One thing that Yas Marina has made cool is that BMW adopted the name of the track’s trademark teal-painted runoff sections as a colour option upon the introduction of the F80-generation M3/M4 in 2014. What’s less cool – other than the Chinese carmaker GWM allegedly doing a “BWM” by also releasing its own eponymous attempt at personal mobility that same year and trying to cash in on the German manufacturer’s hallowed cachet – is that these runoffs offer zero peril or penalty for errors or transgressions, and are evidence of the fact that jeopardy remains F1’s most treasured (and now sadly missing) asset.  There are other factors at play, too. Yas Marina unleashes eternal damnation upon F1’s troublesome Pirellis  through its high-degradation, low-wear surface that, as evidenced in 2020, encourages drivers to immediately dump their flaky qualifying rubber and switch to the hardest possible compound before conserving them to ensure they reach the flag. Which is safely and predictably executed, because it never rains at Yas Marina. One only needs to look back to the Turkish, Portuguese or Nürburgring rounds of 2020 to prove how inclement weather or out-of-bounds track temperatures can shake up a race.

Money over matter

Yet ostensibly, Yas Marina as a track’s most significant – and hardest to counter – drawback isn’t physical, but existential in nature. Formula One is built on tradition: no matter how merry its fly-away, end-of-year festival feel; how flashy the fireworks, or Instagramable the sunset shots snapped of the purple-hued Viceroy Hotel that straddles the final third of the track, the fact remains that Yas Marina – and the countless equivalents in equally obscure countries that F1 is fleeing towards from its European once heartland – simply lacks the motorsport heritage and atmosphere to elevate it above the status of anonymous and sterile Tilkedrome (so-christened after its designer and F1 fans’ favourite voodoo doll, Hermann Tilke). 

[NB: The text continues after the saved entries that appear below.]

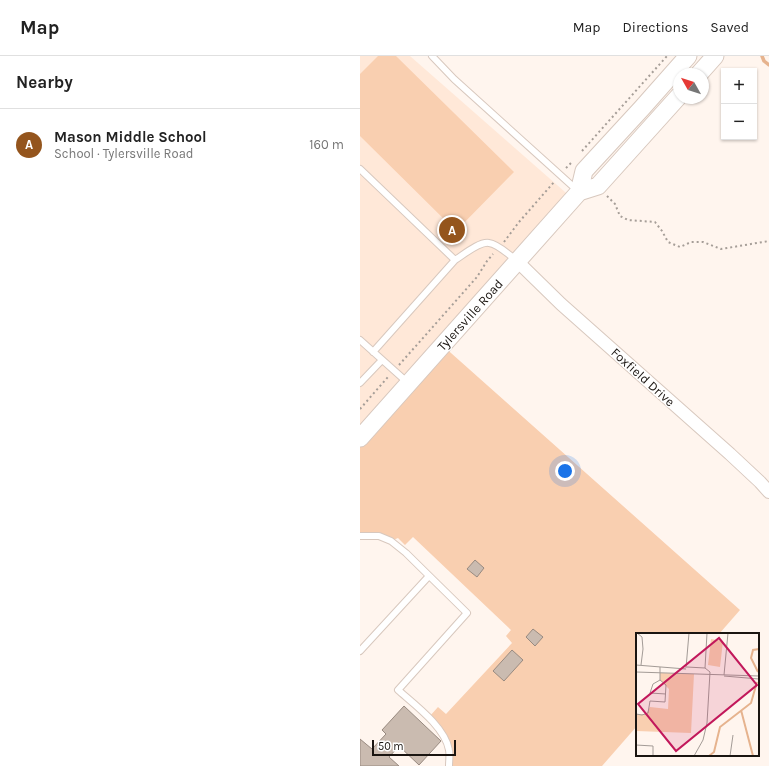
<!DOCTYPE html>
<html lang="en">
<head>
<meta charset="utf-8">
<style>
	body { margin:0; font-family:Karla,sans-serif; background:#f6f6f6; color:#222 }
	.controls { position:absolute; right:12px; top:12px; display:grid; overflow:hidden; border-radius:0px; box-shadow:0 1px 3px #0004 }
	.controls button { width:36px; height:36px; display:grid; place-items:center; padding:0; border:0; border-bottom:1px solid #e0e0e0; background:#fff; color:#222; font:20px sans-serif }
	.compass { position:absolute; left:313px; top:12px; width:36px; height:36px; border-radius:50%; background:#fff; box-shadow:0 1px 3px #0004; rotate:309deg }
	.scale { position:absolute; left:12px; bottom:10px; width:84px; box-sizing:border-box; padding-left:4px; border:2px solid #1a1511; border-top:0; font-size:11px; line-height:14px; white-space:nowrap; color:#1a1511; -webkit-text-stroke:3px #fff; paint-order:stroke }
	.you { position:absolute; left:205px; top:415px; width:14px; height:14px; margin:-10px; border:3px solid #fff; border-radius:50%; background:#1a73e8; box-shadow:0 0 0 6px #1a73e833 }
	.badge { display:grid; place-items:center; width:26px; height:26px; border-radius:50%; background:#94551d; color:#fff; font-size:13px; font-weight:700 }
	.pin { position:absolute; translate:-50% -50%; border:2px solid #fff; box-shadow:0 1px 4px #0006 }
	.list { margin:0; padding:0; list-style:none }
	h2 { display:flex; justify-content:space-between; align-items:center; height:52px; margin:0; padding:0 16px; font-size:17px }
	h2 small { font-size:13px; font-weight:400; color:#767676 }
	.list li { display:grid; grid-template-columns:26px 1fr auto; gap:12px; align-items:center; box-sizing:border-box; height:72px; padding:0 16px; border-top:1px solid #e0e0e0 }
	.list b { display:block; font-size:15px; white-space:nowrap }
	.list p { margin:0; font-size:13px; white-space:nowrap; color:#767676 }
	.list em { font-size:13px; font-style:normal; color:#767676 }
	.map { position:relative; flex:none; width:409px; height:710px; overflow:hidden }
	header { display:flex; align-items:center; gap:24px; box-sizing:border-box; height:56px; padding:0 20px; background:#fff; border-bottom:1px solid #e0e0e0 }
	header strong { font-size:19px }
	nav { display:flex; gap:22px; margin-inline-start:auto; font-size:14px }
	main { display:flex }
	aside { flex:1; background:#fff }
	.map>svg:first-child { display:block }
</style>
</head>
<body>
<header>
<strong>Map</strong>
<nav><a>Map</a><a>Directions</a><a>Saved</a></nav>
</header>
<main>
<aside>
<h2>Nearby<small></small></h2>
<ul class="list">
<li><span class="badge">A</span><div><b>Mason Middle School</b><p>School · Tylersville Road</p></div><em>160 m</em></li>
</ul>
</aside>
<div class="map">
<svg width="409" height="710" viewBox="0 0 409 710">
	<rect width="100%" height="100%" fill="#fff5ee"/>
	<path fill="#ffe8d8" d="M 0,0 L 50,0 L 213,143 L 0,382 Z"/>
	<path fill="#f9cfb0" d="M 18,0 L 36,0 L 154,116 L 96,175 L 0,80 L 0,18 Z
		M 82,289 L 380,554 L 359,578 L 277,578 L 277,670 L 242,710 L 89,710 L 89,694 L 69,661 L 78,651 L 86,658 L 152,587 L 146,580 L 151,574 L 53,481 L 45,489 L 38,482 L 31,485 L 0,480 L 0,382 Z"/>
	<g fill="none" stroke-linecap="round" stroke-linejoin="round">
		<path stroke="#e6b38e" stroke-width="3.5" d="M 402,0 L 404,5 L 409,9"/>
	</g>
	<path fill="#cabbb0" stroke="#988a80" d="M 115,504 L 124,512 L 117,521 L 107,513 Z
		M 173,573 L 183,581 L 175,590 L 166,581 Z
		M 152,594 L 163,604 L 144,625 L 133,615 Z
		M 44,650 L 81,685 L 59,709 L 39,690 L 29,701 L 39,710 L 0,710 L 0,683 L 12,693 L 26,678 L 22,674 Z"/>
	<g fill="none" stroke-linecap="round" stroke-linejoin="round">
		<g stroke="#d8c8be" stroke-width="8">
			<path id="service" d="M 72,0 L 94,23 L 218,135
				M 0,113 L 95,204 L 13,296
				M 95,204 C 103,199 120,185 129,187 C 138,188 149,199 156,204
				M 0,284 L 47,326
				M 0,327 L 22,304
				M 0,480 L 19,480 L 31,485 L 46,497 L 107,557 L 38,634 C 55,649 85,671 89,694 C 90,699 89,705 89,710
				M 0,595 L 69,520"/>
		</g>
		<g stroke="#d8c8be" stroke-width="14">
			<path id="minor" d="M 157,205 L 201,248 L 370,398 L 400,426 L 409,436"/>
		</g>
		<g stroke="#d8c8be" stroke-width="19">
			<path id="secondary" d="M 339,18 L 355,0
				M 219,136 L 238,130 L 319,40
				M 0,382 L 219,136 L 224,115 L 282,52 L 328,0"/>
		</g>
		<path stroke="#a69e98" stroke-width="2" stroke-dasharray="2 3" stroke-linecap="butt" d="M 222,95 L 307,0
			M 206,112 L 213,105
			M 247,140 L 255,148 L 260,160 L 268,164 L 295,166 L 302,175 L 308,186 L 320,191 L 331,186 L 343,186 L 361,193 L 409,185
			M 144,186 L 159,166 L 195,125
			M 39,309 L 117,221 L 127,205 L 133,198
			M 0,353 L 28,321"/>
		<use href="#service" stroke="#fff" stroke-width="6"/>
		<use href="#minor" stroke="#fff" stroke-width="12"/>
		<use href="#secondary" stroke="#fff" stroke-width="17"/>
	</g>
	<g text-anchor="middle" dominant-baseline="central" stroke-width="3" stroke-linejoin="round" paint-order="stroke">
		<g font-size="13" fill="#1a1511" stroke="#fff">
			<text transform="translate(110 259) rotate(-48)">Tylersville Road</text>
			<text transform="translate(283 321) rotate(42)">Foxfield Drive</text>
		</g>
	</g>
	<g transform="translate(276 577)">
		<rect width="123" height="123" fill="#fff5ee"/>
		<path d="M 75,6 L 87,8 L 84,34 L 72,32 ZM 24,40 L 58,41 L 55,100 L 0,98 L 0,81 L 10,81 L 14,74 L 32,76 L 33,56 L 24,47 Z" fill="#f9cfb0"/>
		<path fill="none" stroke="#e6b38e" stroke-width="2" d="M 122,39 L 115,25 L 117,17 L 123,16M 105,77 L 117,123M 73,123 L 78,119 L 84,94 L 115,70 L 121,49"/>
		<path fill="none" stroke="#a39b96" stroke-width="1" d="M 1,0 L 6,4 L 7,16 L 5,32M 0,32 L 50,36M 51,34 L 69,35 L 71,0M 50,35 L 53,0M 0,39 L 123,43M 88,42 L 92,0M 88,43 L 123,46M 24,47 L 17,51 L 14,60 L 30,61M 24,47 L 24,34M 0,81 L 6,82 L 12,80 L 14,68 L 29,69 L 30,52 L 24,47M 0,112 L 17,113 L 17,123M 58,123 L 67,107 L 71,90 L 74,39 L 69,35M 94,123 L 97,102"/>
		<path fill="#c2185b" fill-opacity="0.15" stroke="#c2185b" stroke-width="2" d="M 83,5 L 121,52 L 40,118 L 2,71 Z"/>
		<rect width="123" height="123" fill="none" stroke="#1a1511" stroke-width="2"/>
	</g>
</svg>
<div class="controls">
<button>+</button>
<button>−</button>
</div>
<svg class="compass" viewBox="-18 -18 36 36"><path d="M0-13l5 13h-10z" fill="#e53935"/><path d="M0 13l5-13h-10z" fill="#767676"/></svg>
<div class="scale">50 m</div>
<div class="you"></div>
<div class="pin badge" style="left:92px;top:174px">A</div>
</div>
</main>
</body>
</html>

As a host track that pays F1 a premium to ensure it gets to bookend the season (and in the hope of the title chase then still being alive), it invites extra scrutiny as fans look forward to witnessing epic gladiatorial skirmishes at a suitable Colosseum, not a wake around a medical laboratory with a pre-determined outcome on Saturday afternoon. 

Unfortunately, the Abu Dhabi race, while not alone in this predicament, has, over time, only perfected the art of tempering expectation; when races are best approached with hope instead of anticipation.

Old-school circuits like Suzuka and Interlagos are steeped in history and where rain and unpredictability often influence outcomes and have been monuments to nail-biting championship-deciders when minor mistakes were paid for with big penalties. Even Singapore’s Marina Bay street circuit – as the original F1 night race venue – demands infinitely more of the drivers, puts on a sprightlier show than its mid-Eastern counterpart and would make for a more fitting and gripping showdown stopover.  For Abu Dhabi to retain some form of credibility, it should either be moved to a less demanding slot on the calendar where its mediocrity can be easier overlooked; or be torn down and reconfigured. 

Thankfully it’s a nearly a full year before you’ll have to endure it again.